Another way to plot the above figure is to work with the matplotlib object-oriented interface. This is a more flexible way to plot figures. You can create a figure and an axis object using plt.subplots(), and then use the axis object to plot the figure. You can also add labels, titles, legends, etc. to the axis object. It will be powerful when you have multiple subplots.

We create a new figure and axis using:

fig, ax = plt.subplots()

Then we plot the figure using:

ax.scatter()

It seems a bit confusing at first, but it is actually quite simple. The plt.subplots() function creates a figure and an axis object. The fig object is the figure, and the ax object is the axis. You can use the ax object to plot the figure. For example, you can use ax.scatter() to plot a scatter plot, ax.plot() to plot a line plot, etc. You can also add labels, titles, legends, etc. to the ax object. A more complete example is shown below.

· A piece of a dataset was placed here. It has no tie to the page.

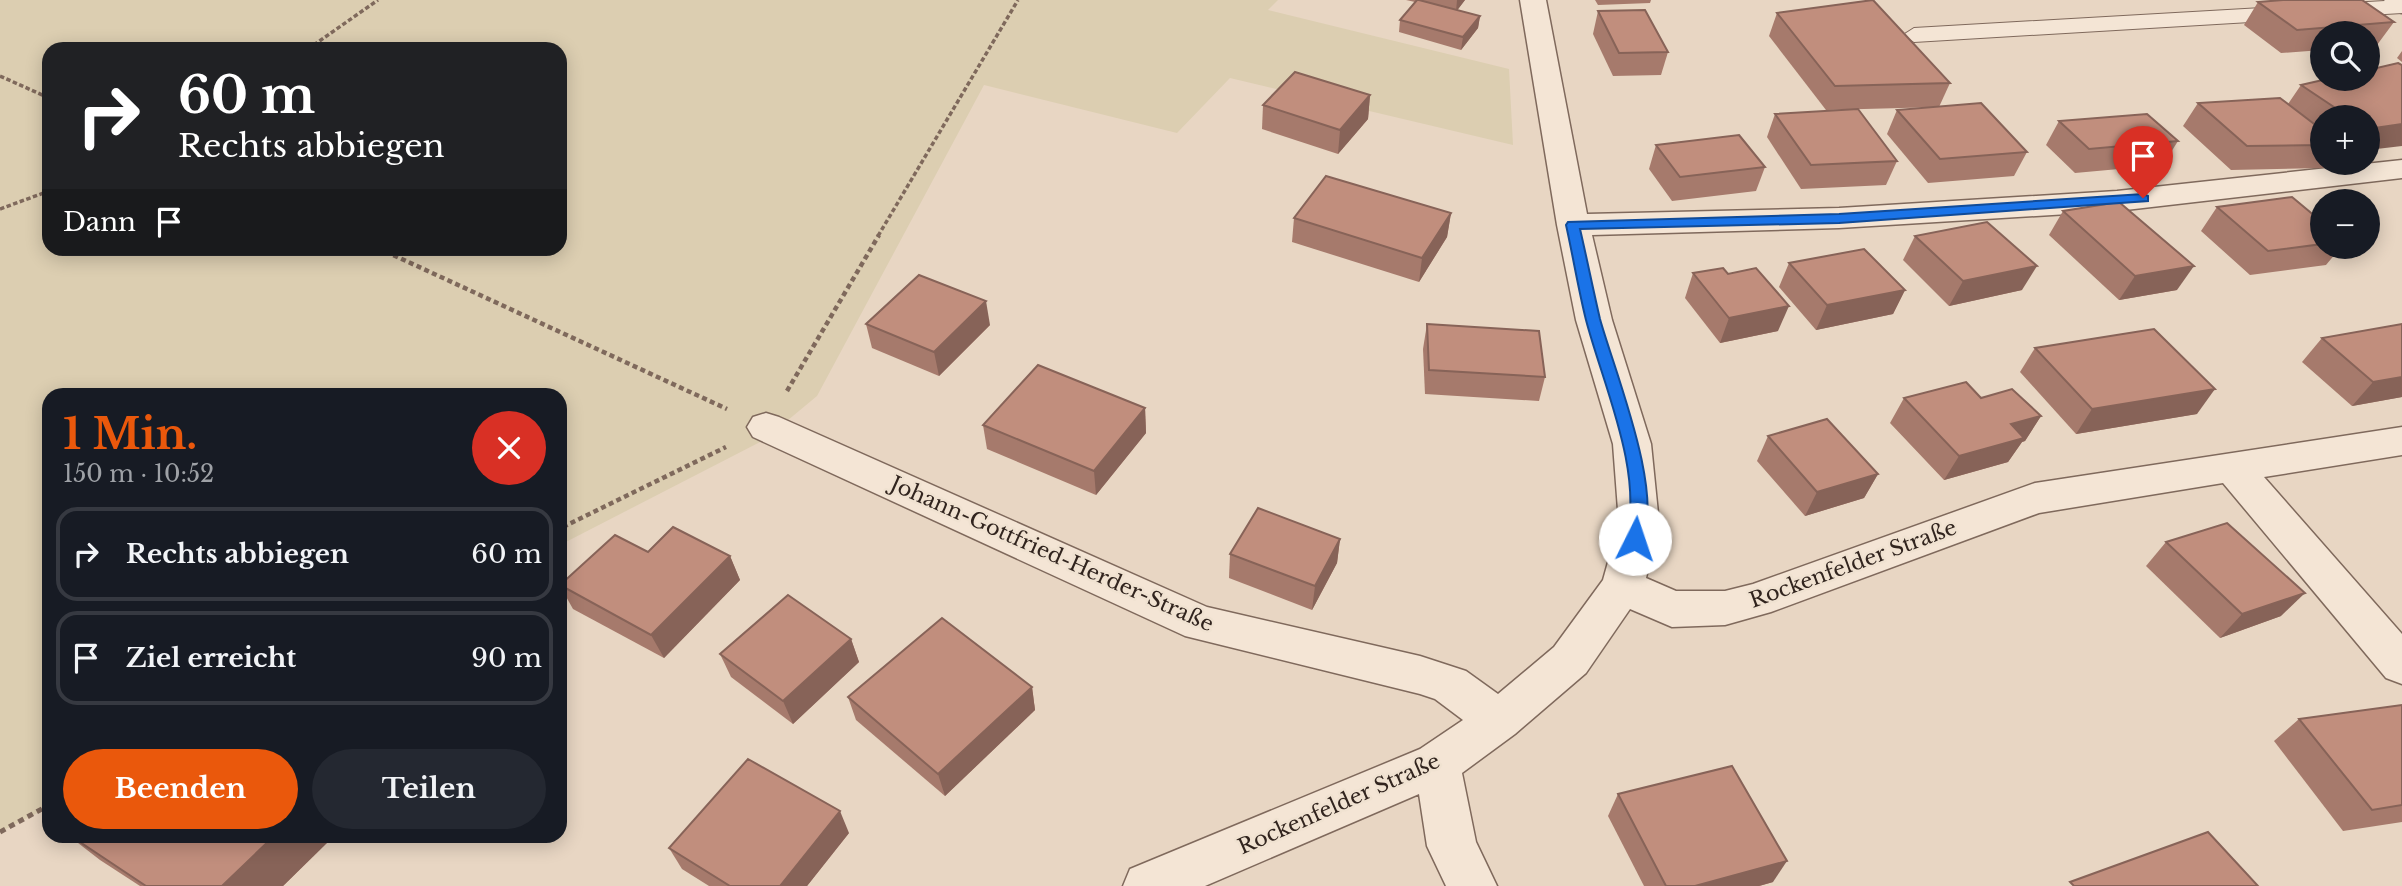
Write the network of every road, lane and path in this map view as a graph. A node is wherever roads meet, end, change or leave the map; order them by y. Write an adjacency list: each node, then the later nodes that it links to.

fig, ax = plt.subplots(figsize=(8, 6)) # here I set the figure size to be 8x6 inches

height = np.array(cat['height_inches'])
weight = np.array(cat['weight'])
age = np.array(cat['age'])

sct = ax.scatter(height, weight, c=age, label='data', cmap='viridis')
ax.set_xlabel('Height (inches)')
ax.set_ylabel('Weight (lbs)')
ax.set_title('Football Players')
ax.legend()

# show colorbar
cbar = plt.colorbar(sct)
../../_images/8c3ba3027eed80708c055720a32b2e0f27a5a1ac932250956330987ff1e1bffe.png

To practice your plotting skills, let’s try to plot two figures in one plot:

  • left: a scatter plot of height vs. weight, color-coded by the player’s age

  • right: a scatter plot of weight vs. age, color-coded by the player’s height

fig, [ax1, ax2] = plt.subplots(1, 2, figsize=(16, 6))

# left: height vs weight
sct1 = ax1.scatter(height, weight, c=age, label='data', cmap='viridis')
ax1.set_xlabel('Height (inches)')
ax1.set_ylabel('Weight (lbs)')
ax1.legend()
cbar1 = plt.colorbar(sct1, ax=ax1)
cbar1.set_label('Age')

# right: height vs age
sct2 = ax2.scatter(height, age, c=weight, label='data', cmap='viridis')
ax2.set_xlabel('Height (inches)')
ax2.set_ylabel('Age')
ax2.legend()
cbar2 = plt.colorbar(sct2, ax=ax2)
cbar2.set_label('Weight')
../../_images/77881c0ce3b8477bb3b4eae9bc0ae25eebe5a6a3bd47c6ffd6e19bccc1212272.png

Tips:

You can adjust the subplots separation by using plt.subplots_adjust(). e.g., plt.subplots_adjust(wspace=0.5) will adjust the width space between the two subplots to be 0.5.

Exercise 7:

Plot a scatter plot of weight vs. age. Set the marker type to “squares”, and the marker color to orange.

Exercise 8:

Let’s calculate the BMI of these football players. BMI is defined as BMI = weight / height**2, where weight is in kg and height is in meters. The weight and height in the above data are in lbs and inches. Please convert the units, and then calculate the BMI.

Exercise 9:

Plot a scatter plot of the calculated BMI vs. age. Do you see any trend?

## Your answer here
# Your answer here

Summary#

  • We have learned how to read a catalog using astropy.table.Table.

  • We have learned how to convert a column to a numpy array.

  • We have learned how to sort an array using np.argsort().

  • We have learned how to compare and combine conditions using comparison and logical operators.

  • We have learned how to plot figures using matplotlib.pyplot.